4. Look for the Freeshard logo in the logs for the details of your shard. On first startup, there is a link including a pairing code to pair your first device. Open it in your browser.
5. You can always get a fresh pairing code by running this command from your CLI: docker run --rm -it --network portal curlimages/curl "http://shard_core/protected/terminals/pairing-code"

Full Server Deployment

For a full server deployment, follow these steps.

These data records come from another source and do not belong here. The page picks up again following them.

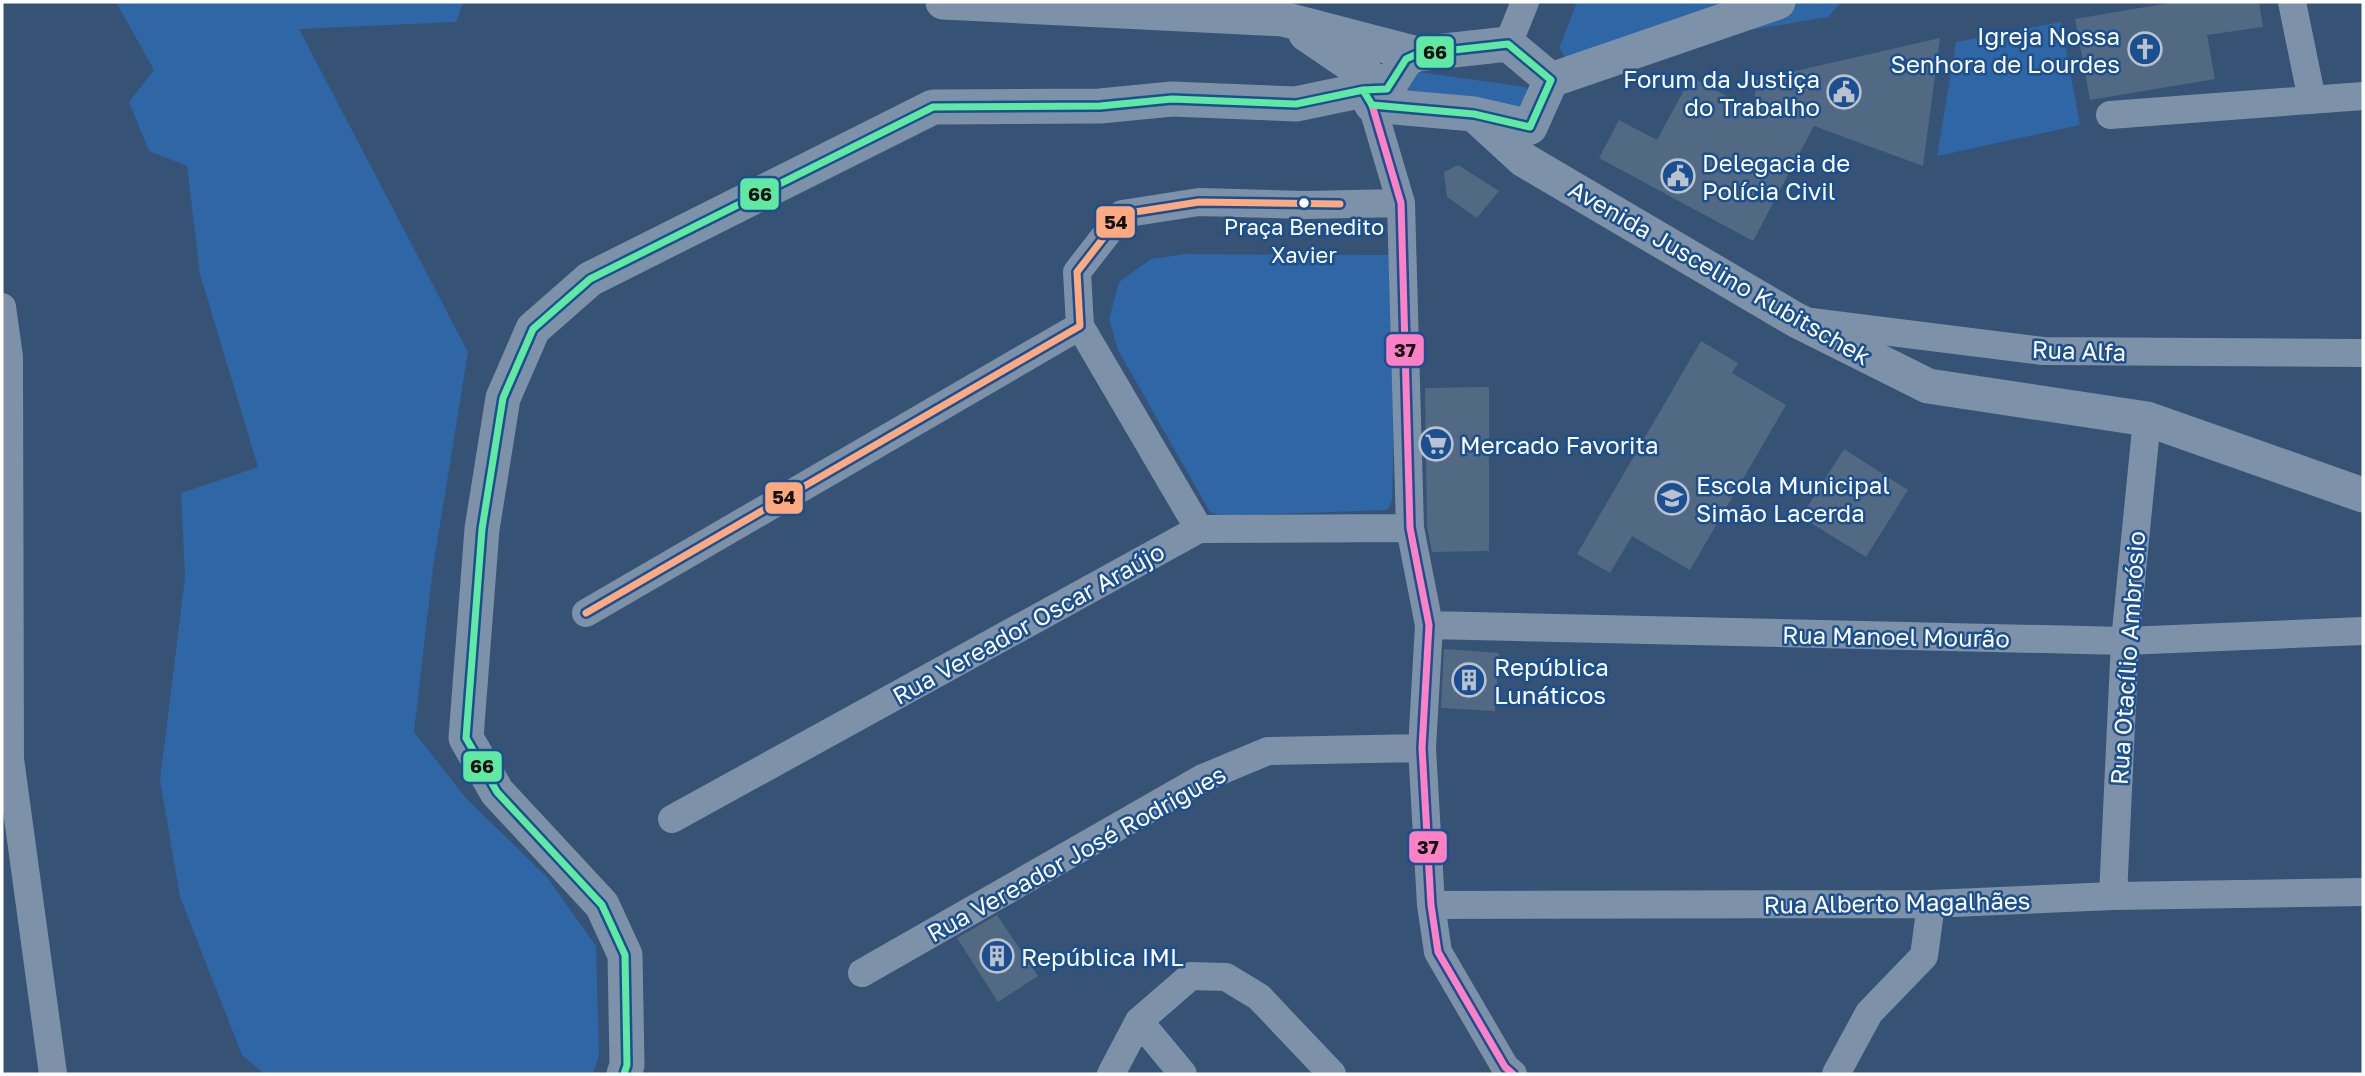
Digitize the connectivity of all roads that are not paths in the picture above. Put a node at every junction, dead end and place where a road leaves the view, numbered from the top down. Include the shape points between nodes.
1 (943, 2) edge
2 (1525, 2) edge
3 (1778, 2) edge
4 (2292, 2) edge
5 (1283, 19) junction
6 (1507, 44) junction
7 (1417, 54) junction
8 (1551, 80) junction
9 (1374, 95) junction
10 (2363, 96) edge
11 (2312, 100) junction
12 (2110, 115) dead end
13 (1527, 143) junction
14 (1401, 203) junction
15 (2, 307) edge
16 (1796, 320) junction
17 (1080, 326) junction
18 (2363, 353) edge
19 (2147, 419) junction
20 (2363, 495) edge
21 (1410, 528) junction
22 (1199, 529) junction
23 (586, 613) dead end
24 (1429, 625) junction
25 (2363, 631) edge
26 (2125, 641) junction
27 (1422, 748) junction
28 (672, 819) dead end
29 (2363, 891) edge
30 (2113, 896) junction
31 (1931, 904) junction
32 (1431, 905) junction
33 (862, 973) dead end
34 (1139, 1021) junction
35 (1505, 1072) edge
36 (52, 1074) edge
37 (624, 1074) edge
38 (1111, 1074) edge
39 (1183, 1074) edge
40 (1332, 1074) edge
41 (1836, 1074) edge

1 - 5 street
2 - 6 street
3 - 8 street
4 - 11 street
5 - 7 street
5 - 9 street
6 - 7 street
6 - 8 street
7 - 9 street via 1406,59
8 - 13 street
9 - 13 street, Avenida Juscelino Kubitschek via 1474,114
9 - 14 street
9 - 37 street via 1296,104 1172,99 1100,106 933,107 590,279 533,329 503,398 482,529 466,738 497,792 601,905 614,930 625,956
10 - 11 street
11 - 12 street
13 - 16 street, Avenida Juscelino Kubitschek
14 - 17 street via 1199,202 1122,214 1077,272
14 - 21 street
15 - 36 street via 9,357 10,759
16 - 18 street, Rua Alfa via 2043,351
16 - 19 street, Avenida Juscelino Kubitschek via 1928,386
17 - 22 street
17 - 23 street
19 - 20 street, Avenida Juscelino Kubitschek
19 - 26 street, Rua Otacílio Ambrósio
21 - 22 street, Rua Vereador Oscar Araújo
21 - 24 street
22 - 28 street, Rua Vereador Oscar Araújo
24 - 26 street, Rua Manoel Mourão
24 - 27 street
25 - 26 street, Rua Manoel Mourão
26 - 30 street, Rua Otacílio Ambrósio
27 - 32 street
27 - 33 street, Rua Vereador José Rodrigues via 1268,751 1203,778
29 - 30 street, Rua Alberto Magalhães
30 - 31 street, Rua Alberto Magalhães
31 - 32 street, Rua Alberto Magalhães
31 - 41 street via 1924,956 1870,1013
32 - 35 street via 1438,953
34 - 38 street
34 - 39 street
34 - 40 street via 1191,976 1226,977 1259,997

1. Use a server that can be reached with a domain name.
2. Copy the docker-compose.yml and the .env.template on your server into a directory of your choice.
3. Copy the .env.template to .env and fill in your information.
   • FREESHARD_DIR is the directory where all data will be stored - internal data for freeshard to function and all user data.
   • DNS_ZONE is the domain name of your Shard. Enter the domain name of your server here. Your Shard will be accessible at https://<shard_id>.<DNS_ZONE>.
   • EMAIL is the email address that will be used to request SSL certificates.
   • DISABLE_SSL is for local testing only. Do not use the option in production!
4. Provide the environment variables for your DNS provider to the Traefik service in the docker-compose.yml file. Here is a list of providers and the required variables. See Let's Encrypt for why this is necessary.
5. Start the Shard Core with docker-compose up -d.
6. Look for the Freeshard logo in the logs for the details of your shard. On first startup, there is a link including a pairing code to pair your first device. Open it in your browser.
7. You can always get a fresh pairing code by running this command from your CLI: docker run --rm -it --network portal curlimages/curl "http://shard_core/protected/terminals/pairing-code"

Let's Encrypt

Shard Core uses Traefik as a reverse proxy. This is a fixed part of the setup and cannot be changed.

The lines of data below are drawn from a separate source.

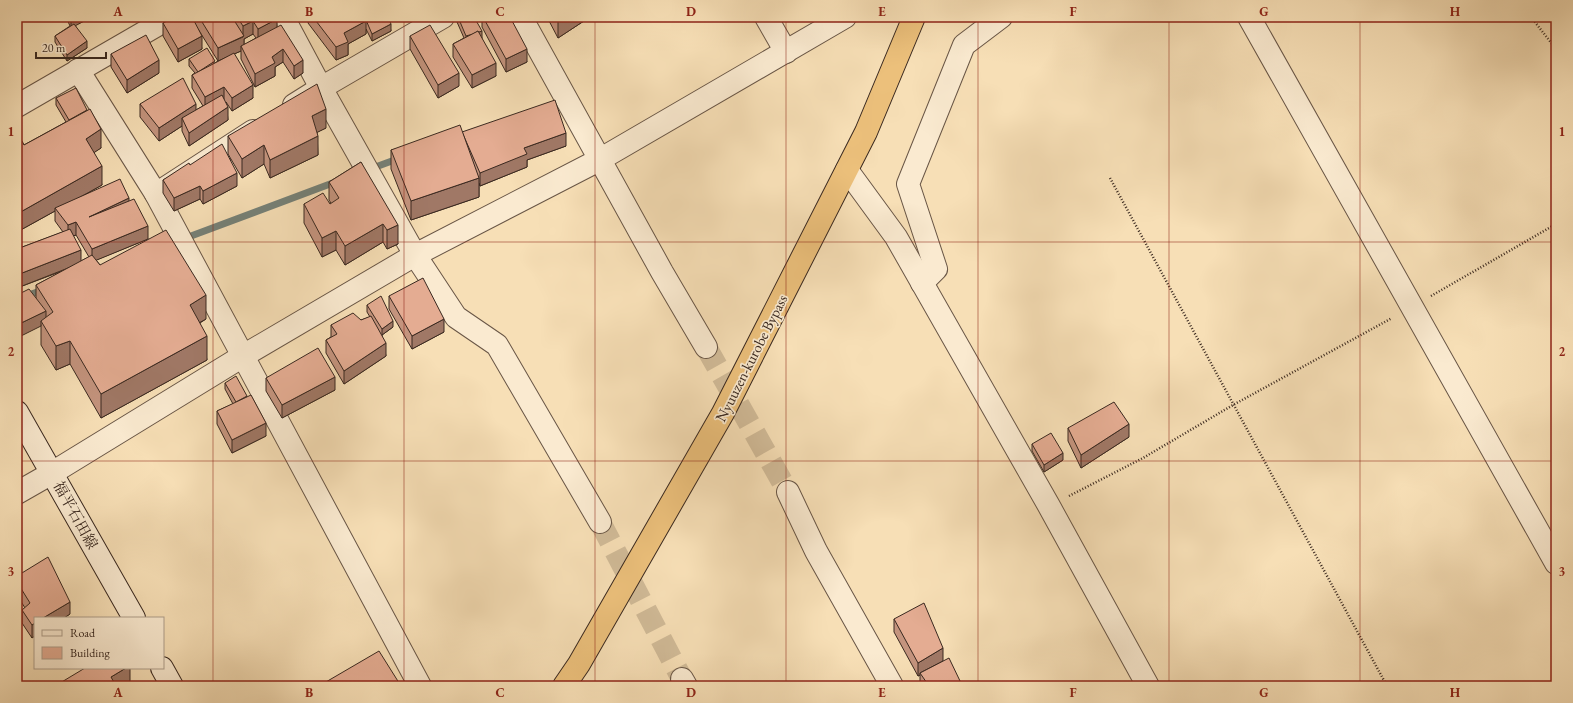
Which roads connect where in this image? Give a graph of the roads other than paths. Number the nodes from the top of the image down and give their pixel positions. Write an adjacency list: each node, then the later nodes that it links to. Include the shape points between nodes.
1 (171, 17): 11 (street)
2 (283, 17): 12 (street)
3 (443, 17): 12 (street)
4 (521, 17): 14 (street)
5 (766, 17): 10 (street)
6 (845, 17): 10 (street)
7 (914, 17): 15 (highway, Nyuuzen-kurobe Bypass, via 866,132)
8 (1001, 17): 18 (street, via 964,45 908,184 936,269)
9 (1249, 17): 26 (street)
10 (786, 52): 14 (street)
11 (78, 70): 13 (street); 16 (street)
12 (321, 88): 16 (street); 17 (street)
13 (17, 106)
14 (599, 160): 17 (street); 19 (street)
15 (847, 170): 18 (street, via 896,237); 31 (highway, Nyuuzen-kurobe Bypass, via 723,413)
16 (156, 194): 20 (street)
17 (415, 255): 20 (street); 25 (street, via 456,317 498,345)
18 (922, 283): 33 (street)
19 (706, 347)
20 (243, 356): 22 (street); 30 (street)
21 (17, 412): 22 (street, 福平石田線)
22 (52, 473): 24 (street); 27 (street, 福平石田線)
23 (788, 492): 32 (street, via 816,551)
24 (17, 493)
25 (600, 522)
26 (1556, 562)
27 (133, 617)
28 (163, 669): 29 (street)
29 (172, 686)
30 (420, 686)
31 (564, 686)
32 (892, 686)
33 (1148, 686)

Traefik is configured to automatically request and renew SSL certificates from Let's Encrypt. However, since the apps that are run by Shard Core are routed to subdomains of the Shard's domain, the certificate needs to be a wildcard certificate. That means that a DNS challenge must be used to prove ownership of the domain. And that requires some manual configuration.

In the docker-compose.yml, you need to add some environment variables to the Traefik service depending on your DNS provider. Here is a list of providers and the required variables.

Development

Make sure to set up your Python environment and install dependencies using the tools of your choice.

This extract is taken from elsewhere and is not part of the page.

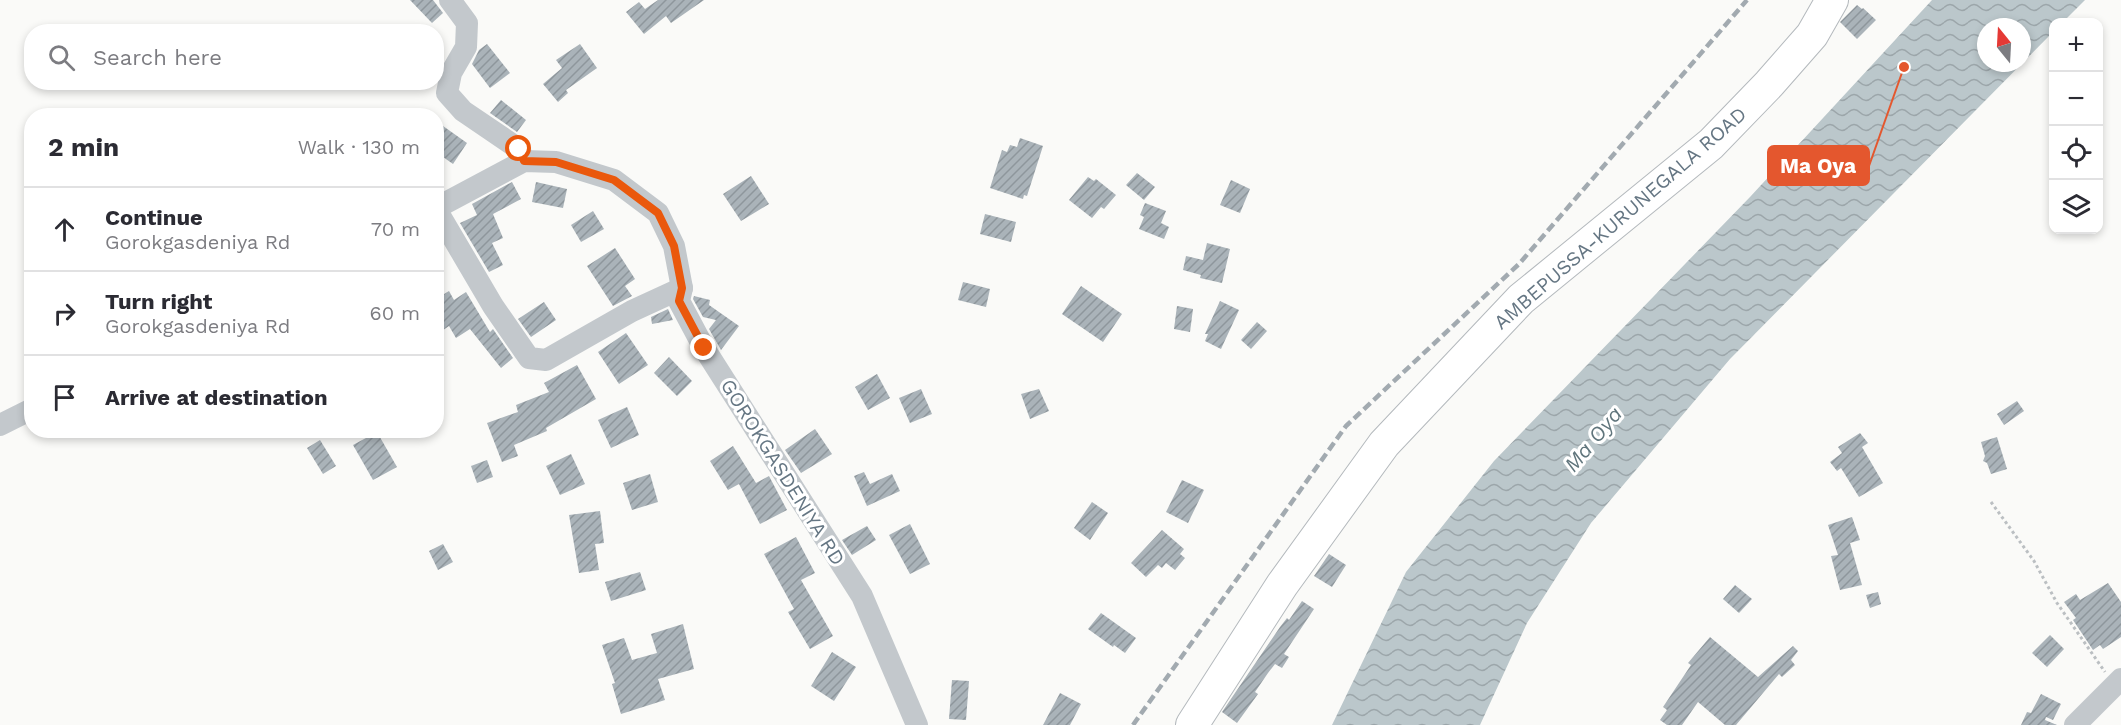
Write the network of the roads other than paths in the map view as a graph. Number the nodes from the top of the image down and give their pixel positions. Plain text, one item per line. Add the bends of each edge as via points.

Then, export the environment variable CONFIG=config.yml,local_config.yml so the local_config.yml is loaded in addition to the default config.yml. You can modify the local_config.yml to your needs, e.g. to set different log levels.

Run development server with

fastapi dev --port 8080 shard_core/app.py

Or - if you use Just - run just run-dev.

Then, access API-doc at http://localhost:8080/docs

If you also want to run the web UI locally, pull it from here and follow the instructions in its README.

Note

When developing, you will typically run backend and frontend locally and without a reverse proxy. This means that you will not be able to start apps, since they rely on being accessed through the reverse proxy.